EXTRACTED INFORMATION:
╭──
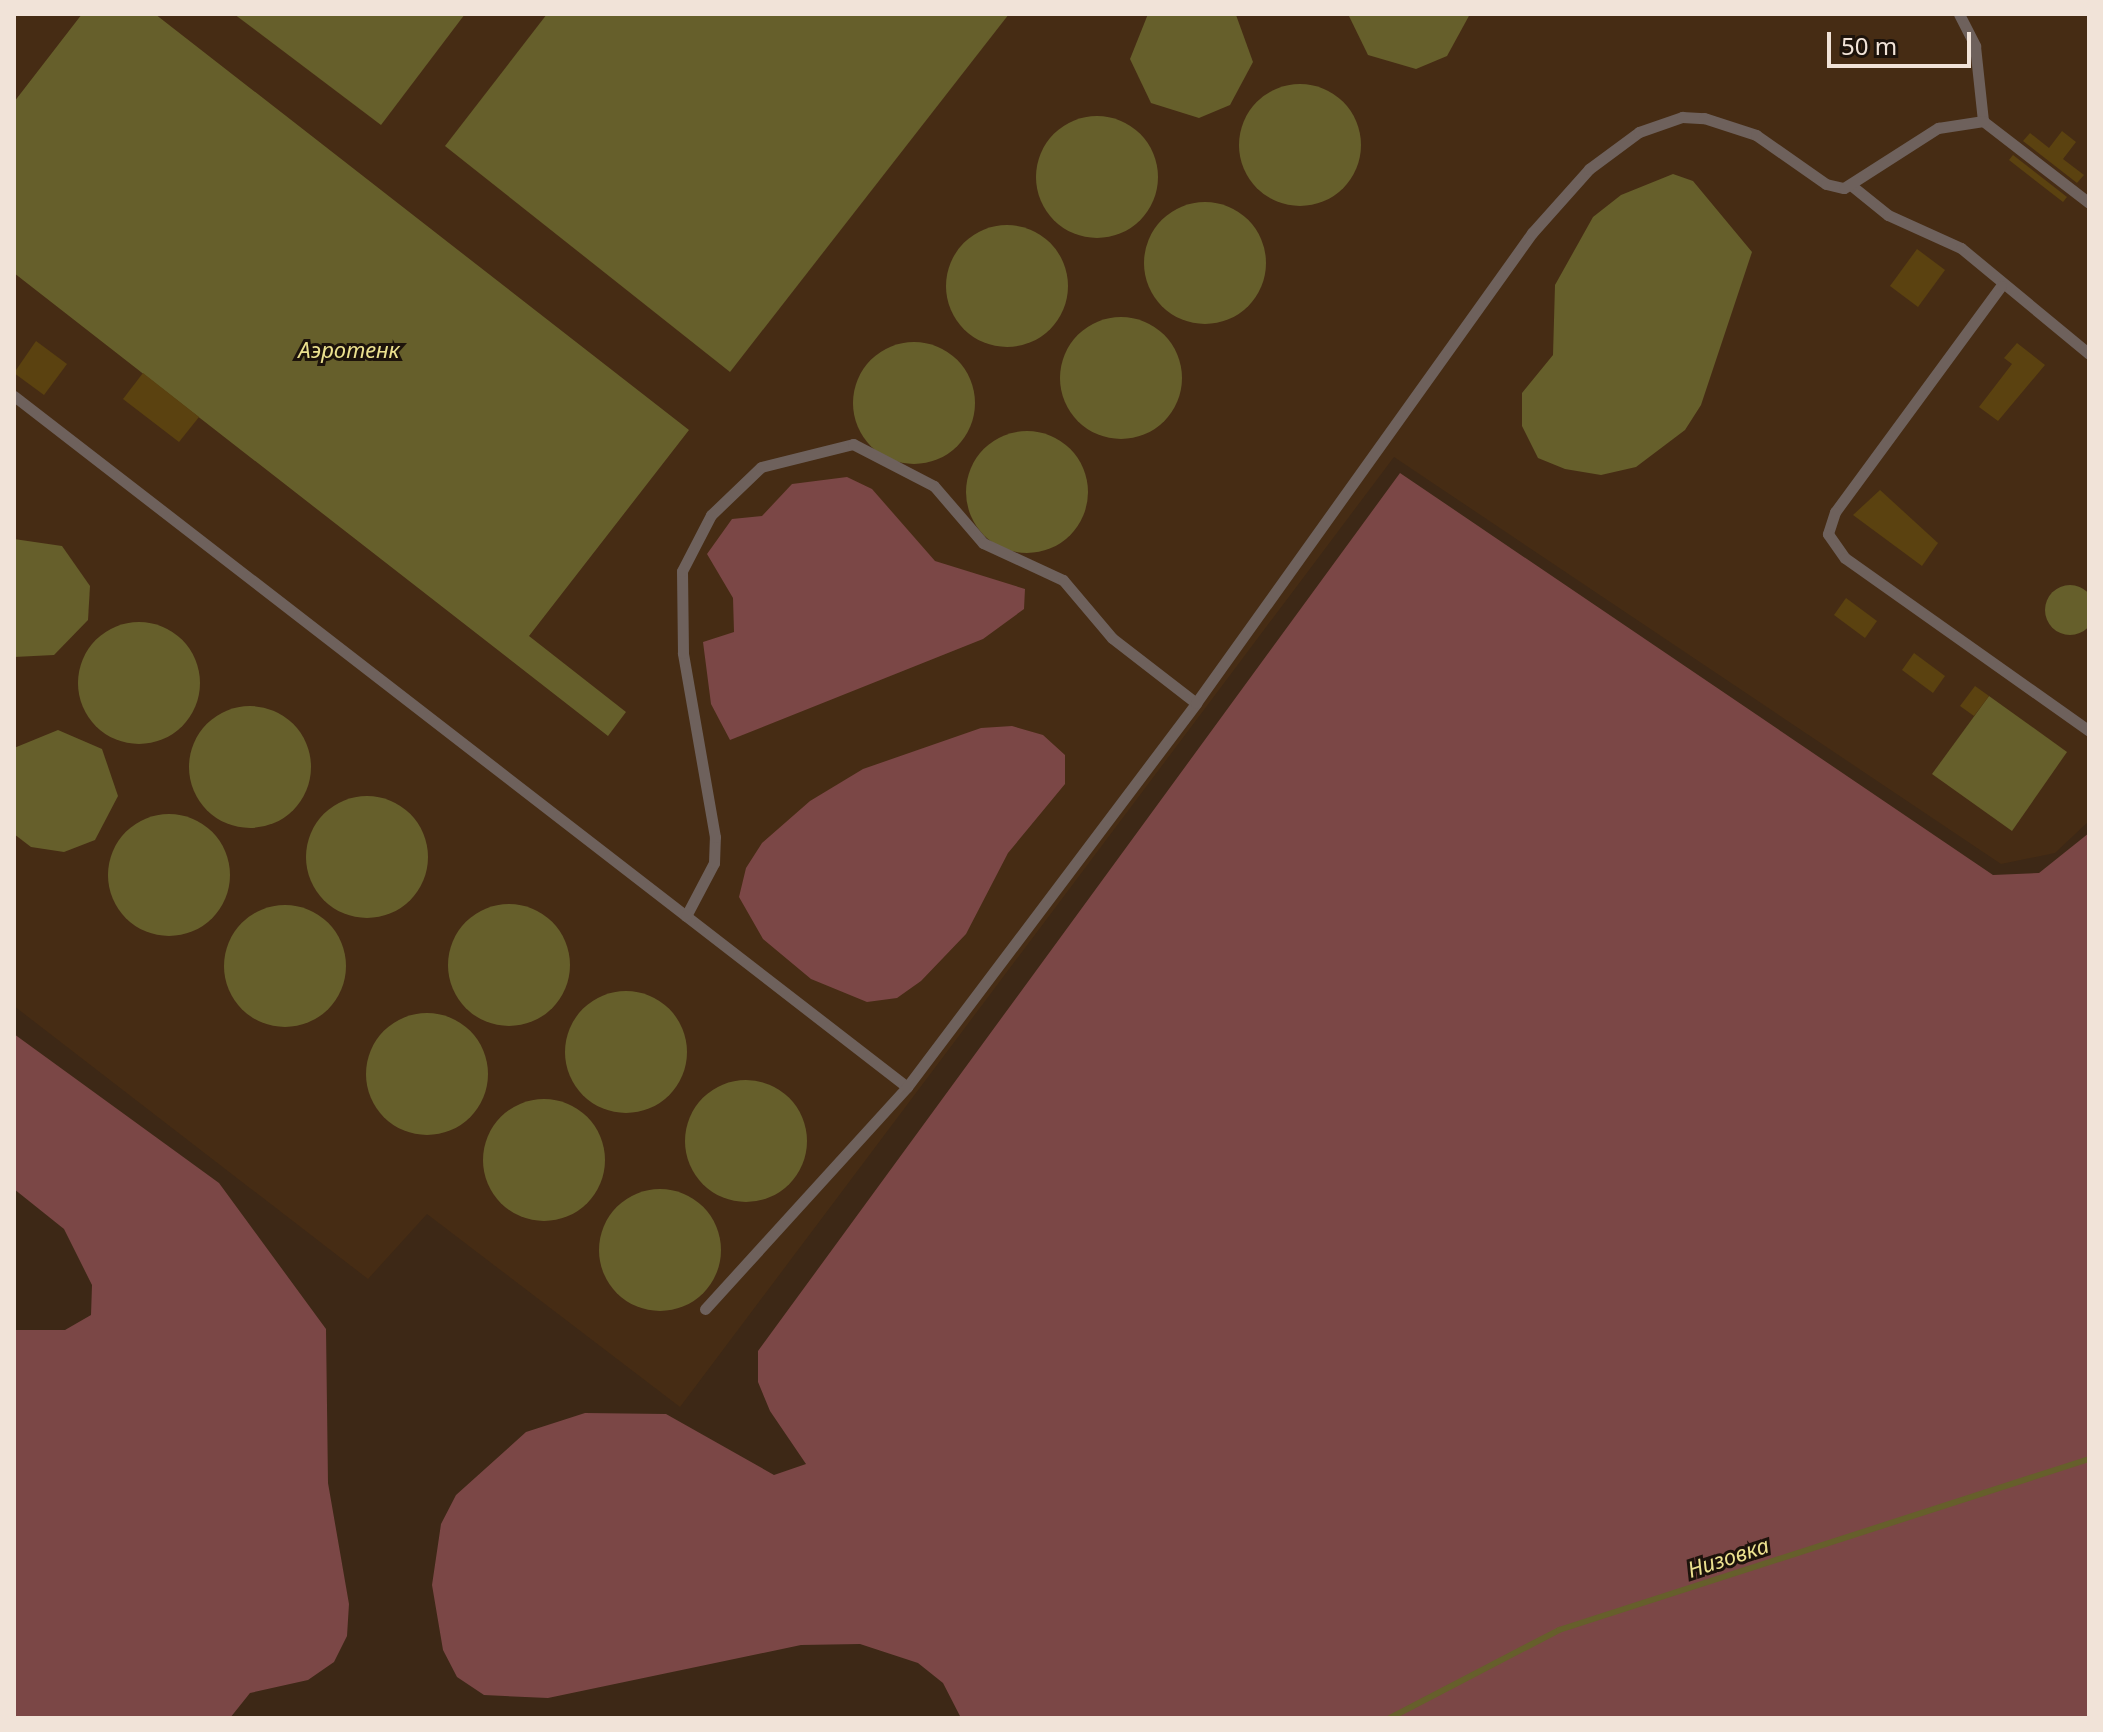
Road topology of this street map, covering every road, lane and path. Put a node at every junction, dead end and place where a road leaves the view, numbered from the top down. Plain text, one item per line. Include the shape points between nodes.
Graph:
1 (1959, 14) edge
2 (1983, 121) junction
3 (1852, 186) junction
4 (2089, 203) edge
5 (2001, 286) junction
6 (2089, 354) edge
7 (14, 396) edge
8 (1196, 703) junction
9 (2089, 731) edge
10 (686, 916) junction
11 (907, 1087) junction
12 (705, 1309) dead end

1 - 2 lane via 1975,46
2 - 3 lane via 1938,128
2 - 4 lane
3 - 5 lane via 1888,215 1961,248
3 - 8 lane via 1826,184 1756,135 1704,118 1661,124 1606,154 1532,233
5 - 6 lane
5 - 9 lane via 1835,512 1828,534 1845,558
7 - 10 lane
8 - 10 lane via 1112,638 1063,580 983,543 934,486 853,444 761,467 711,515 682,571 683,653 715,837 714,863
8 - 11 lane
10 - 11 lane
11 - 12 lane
╰──
╭──
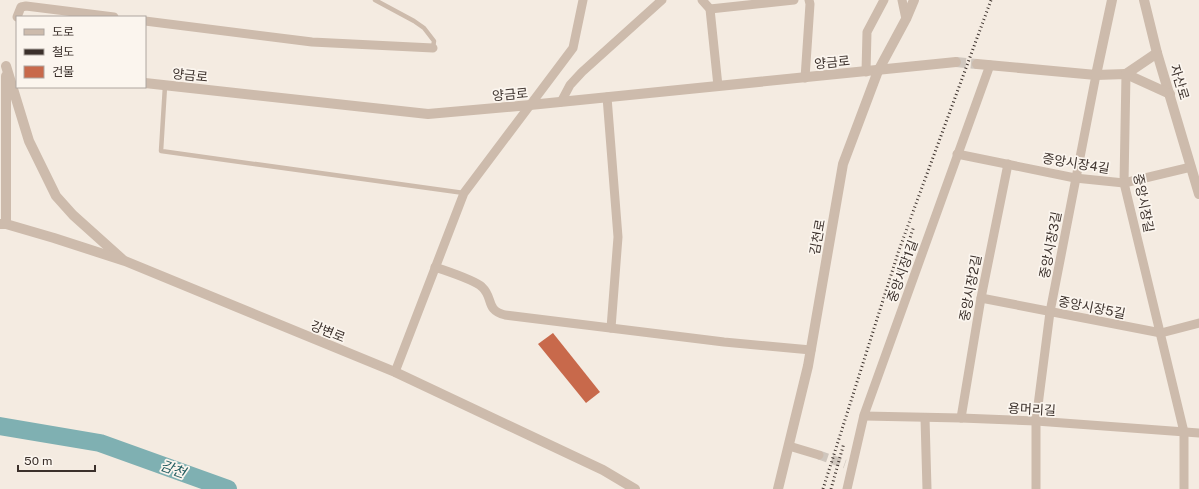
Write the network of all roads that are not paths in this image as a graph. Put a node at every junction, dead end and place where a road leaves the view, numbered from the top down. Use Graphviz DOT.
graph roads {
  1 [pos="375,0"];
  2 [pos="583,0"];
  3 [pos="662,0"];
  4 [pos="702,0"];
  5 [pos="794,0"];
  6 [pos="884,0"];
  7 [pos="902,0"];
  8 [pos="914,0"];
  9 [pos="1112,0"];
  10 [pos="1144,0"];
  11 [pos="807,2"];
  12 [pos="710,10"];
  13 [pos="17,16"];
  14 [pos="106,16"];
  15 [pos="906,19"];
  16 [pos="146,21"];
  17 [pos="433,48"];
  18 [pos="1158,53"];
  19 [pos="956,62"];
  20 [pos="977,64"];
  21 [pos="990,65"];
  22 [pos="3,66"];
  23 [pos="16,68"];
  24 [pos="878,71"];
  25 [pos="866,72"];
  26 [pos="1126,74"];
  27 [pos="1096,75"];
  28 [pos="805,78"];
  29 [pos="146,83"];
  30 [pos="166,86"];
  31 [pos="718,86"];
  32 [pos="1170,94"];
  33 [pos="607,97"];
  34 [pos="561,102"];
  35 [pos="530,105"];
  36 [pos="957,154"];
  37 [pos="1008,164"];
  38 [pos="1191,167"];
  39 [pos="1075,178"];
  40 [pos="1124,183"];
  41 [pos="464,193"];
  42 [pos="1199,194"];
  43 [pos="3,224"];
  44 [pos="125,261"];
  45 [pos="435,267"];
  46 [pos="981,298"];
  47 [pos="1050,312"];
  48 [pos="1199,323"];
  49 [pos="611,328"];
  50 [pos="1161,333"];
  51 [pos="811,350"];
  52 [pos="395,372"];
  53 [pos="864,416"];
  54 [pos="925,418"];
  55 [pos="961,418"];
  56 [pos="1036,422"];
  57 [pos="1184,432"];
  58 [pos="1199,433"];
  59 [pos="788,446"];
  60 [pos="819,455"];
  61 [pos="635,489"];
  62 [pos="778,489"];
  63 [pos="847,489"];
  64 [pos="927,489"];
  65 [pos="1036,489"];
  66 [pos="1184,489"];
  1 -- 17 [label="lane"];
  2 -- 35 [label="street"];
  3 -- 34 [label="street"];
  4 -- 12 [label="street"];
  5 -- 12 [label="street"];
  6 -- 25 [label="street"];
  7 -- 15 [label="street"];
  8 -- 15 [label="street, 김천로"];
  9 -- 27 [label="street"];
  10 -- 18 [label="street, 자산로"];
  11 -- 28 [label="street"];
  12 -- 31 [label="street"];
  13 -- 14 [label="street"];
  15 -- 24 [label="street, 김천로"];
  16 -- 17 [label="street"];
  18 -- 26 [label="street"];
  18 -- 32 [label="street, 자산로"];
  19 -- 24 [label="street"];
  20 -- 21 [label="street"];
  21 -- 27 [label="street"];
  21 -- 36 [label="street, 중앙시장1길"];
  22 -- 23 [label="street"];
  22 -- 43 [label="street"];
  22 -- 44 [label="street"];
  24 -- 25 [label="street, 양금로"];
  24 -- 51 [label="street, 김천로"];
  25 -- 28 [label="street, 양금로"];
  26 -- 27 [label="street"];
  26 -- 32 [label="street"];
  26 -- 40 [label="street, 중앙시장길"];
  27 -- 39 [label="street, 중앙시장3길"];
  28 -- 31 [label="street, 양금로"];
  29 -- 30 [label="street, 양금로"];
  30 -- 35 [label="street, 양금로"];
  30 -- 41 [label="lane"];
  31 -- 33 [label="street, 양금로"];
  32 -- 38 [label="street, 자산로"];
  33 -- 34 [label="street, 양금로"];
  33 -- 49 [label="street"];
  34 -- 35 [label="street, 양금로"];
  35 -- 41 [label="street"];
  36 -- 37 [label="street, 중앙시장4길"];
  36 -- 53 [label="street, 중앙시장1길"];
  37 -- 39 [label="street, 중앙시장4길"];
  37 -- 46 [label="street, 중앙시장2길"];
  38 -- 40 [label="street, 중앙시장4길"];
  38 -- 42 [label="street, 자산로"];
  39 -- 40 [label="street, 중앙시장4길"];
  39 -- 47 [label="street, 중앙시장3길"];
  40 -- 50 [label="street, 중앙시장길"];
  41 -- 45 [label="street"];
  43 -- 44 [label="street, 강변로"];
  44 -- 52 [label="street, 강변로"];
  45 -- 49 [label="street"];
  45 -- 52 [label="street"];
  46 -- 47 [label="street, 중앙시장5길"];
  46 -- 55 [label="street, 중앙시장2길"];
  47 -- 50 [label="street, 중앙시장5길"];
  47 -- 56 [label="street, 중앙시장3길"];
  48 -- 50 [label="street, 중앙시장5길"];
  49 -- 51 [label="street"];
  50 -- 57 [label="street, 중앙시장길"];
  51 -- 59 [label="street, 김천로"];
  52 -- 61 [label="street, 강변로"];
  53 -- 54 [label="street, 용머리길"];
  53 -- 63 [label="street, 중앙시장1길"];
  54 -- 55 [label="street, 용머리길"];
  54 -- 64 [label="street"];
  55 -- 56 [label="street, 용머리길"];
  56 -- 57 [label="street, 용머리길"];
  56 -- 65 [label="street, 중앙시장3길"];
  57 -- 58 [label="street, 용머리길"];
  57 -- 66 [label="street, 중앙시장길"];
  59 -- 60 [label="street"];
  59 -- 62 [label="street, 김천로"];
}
╰──
╭──
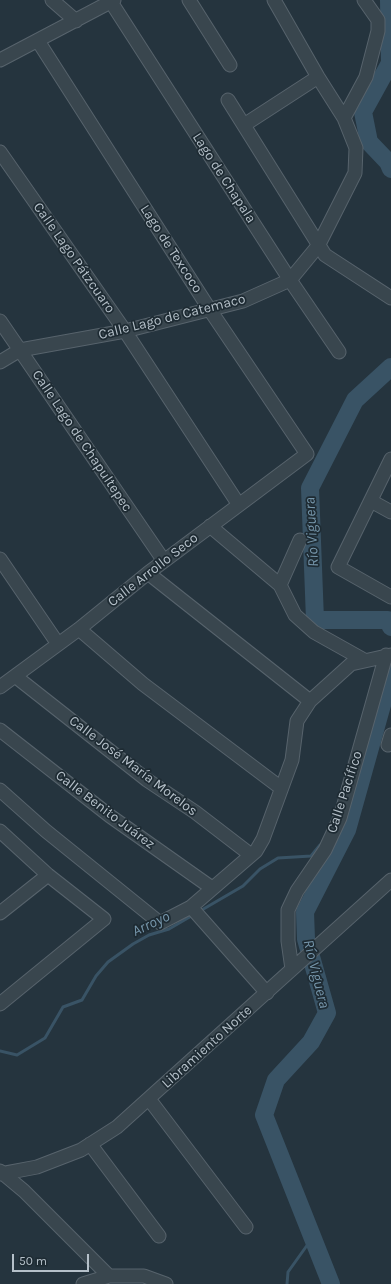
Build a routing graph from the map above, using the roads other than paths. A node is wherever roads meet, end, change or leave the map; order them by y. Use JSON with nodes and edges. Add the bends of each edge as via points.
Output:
╰──
EXERCISE: Whenever the word "nodes" occurs in a line of the records, that line counts once; state the total alone.

EXERCISE SOLUTION: 2